- Installed: 30 September 1776
- Term ended: 27 October 1780 (on death)
- Predecessor: Pierre Brigot
- Successor: Joseph-Louis Coudé

Orders
- Consecration: 28 December 1766 by Pope Clement XIII

Personal details
- Born: 17 March 1710 St Malo, France
- Died: 27 October 1780 (aged 70) Goa
- Denomination: Roman Catholic

= Olivier-Simon Le Bon =

French Catholic bishop (1710–1780)

Olivier-Simon Le Bon (17 March 1710 – 27 October 1780) was a French missionary of the Paris Foreign Missions Society and was Vicar Apostolic of Siam from 1776 to 1780.

== Biography ==
Le Bon was born on 17 March 1710 in St Malo, France. After joining the Paris Foreign Missions Society he was sent to Siam in 1745 and served for three years as a professor at the Collège Général seminary. In 1750, he went to Burma and then to Pondicherry before returning to Siam where he and Fr Brigot expanded the seminary, adding new buildings and changing the studies.

Le Bon went to Macau in 1754 as procurator of the Paris Foreign Missions Society in the territory, succeeding Fr Lucerne, and remained in the post for ten years. On 22 August 1764, he was appointed titular Bishop of Metellopolis and coadjutor in Siam. However, he could not be consecrated in Macau due to an absence of the bishops, and could not go to Siam to take up the office of coadjutor due to the Burmese–Siamese War (1765–1767), so he returned to France, and was consecrated in Rome on 28 December 1766 by Pope Clement XIII.
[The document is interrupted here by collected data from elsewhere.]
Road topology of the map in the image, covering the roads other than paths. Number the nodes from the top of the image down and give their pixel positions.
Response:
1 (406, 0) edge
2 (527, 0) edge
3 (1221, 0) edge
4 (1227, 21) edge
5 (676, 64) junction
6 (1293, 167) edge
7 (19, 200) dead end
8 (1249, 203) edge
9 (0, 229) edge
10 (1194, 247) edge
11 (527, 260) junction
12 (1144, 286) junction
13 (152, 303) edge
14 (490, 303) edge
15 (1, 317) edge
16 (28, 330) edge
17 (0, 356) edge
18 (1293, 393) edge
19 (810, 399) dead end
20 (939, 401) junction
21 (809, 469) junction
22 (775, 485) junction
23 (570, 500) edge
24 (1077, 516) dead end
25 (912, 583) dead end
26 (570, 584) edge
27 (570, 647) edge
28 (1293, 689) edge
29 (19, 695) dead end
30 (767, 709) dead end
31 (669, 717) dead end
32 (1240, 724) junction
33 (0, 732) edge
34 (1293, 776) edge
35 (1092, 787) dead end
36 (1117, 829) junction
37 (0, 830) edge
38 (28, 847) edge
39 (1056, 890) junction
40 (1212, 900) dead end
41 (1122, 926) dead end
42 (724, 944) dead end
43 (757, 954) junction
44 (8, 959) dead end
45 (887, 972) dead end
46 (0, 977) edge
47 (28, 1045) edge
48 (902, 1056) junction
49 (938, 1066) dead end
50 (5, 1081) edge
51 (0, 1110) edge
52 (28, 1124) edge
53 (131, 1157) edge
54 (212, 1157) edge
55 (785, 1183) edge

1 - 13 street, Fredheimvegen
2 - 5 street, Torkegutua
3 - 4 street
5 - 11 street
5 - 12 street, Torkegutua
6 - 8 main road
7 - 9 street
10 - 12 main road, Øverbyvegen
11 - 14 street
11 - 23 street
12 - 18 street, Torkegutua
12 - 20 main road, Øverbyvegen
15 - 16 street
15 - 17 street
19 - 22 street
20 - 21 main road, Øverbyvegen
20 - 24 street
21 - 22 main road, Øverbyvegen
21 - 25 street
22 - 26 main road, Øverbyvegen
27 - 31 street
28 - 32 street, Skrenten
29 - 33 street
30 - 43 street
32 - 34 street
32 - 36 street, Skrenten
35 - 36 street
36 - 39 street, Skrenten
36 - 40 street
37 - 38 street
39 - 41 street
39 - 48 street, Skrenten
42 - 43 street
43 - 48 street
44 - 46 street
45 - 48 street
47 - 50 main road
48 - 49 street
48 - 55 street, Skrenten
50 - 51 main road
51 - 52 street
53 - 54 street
Le Bon left France in 1770 bound for Siam but was unable to enter due to the unstable political situation and went to reside in Macau. He remained there until 1772 when he went to Siam. Arriving in Bangkok, he found Roman Catholicism in disarray due to the war with Burma and was joined by two missionaries, Fr Coudé and Fr Garnault. In 1775, Le Bon, Fr Garnault and Fr Coudé refused to let Siamese Christian officials drink the sacred water at the Buddhist temple to swear fealty to King Taksin. Instead they made those Christian officials swear their oath of loyalty in the church, in the Siamese language, on the Gospels. Le Bon, Fr Coudé and Fr Garnault were arrested and imprisoned until the following year. After their release, Le Bon was appointed Apostolic Vicar of Siam on 30 September 1776, and remained in Siam until 1779 when he was imprisoned again and expelled from Siam. He settled in Goa where he died on 27 October 1780.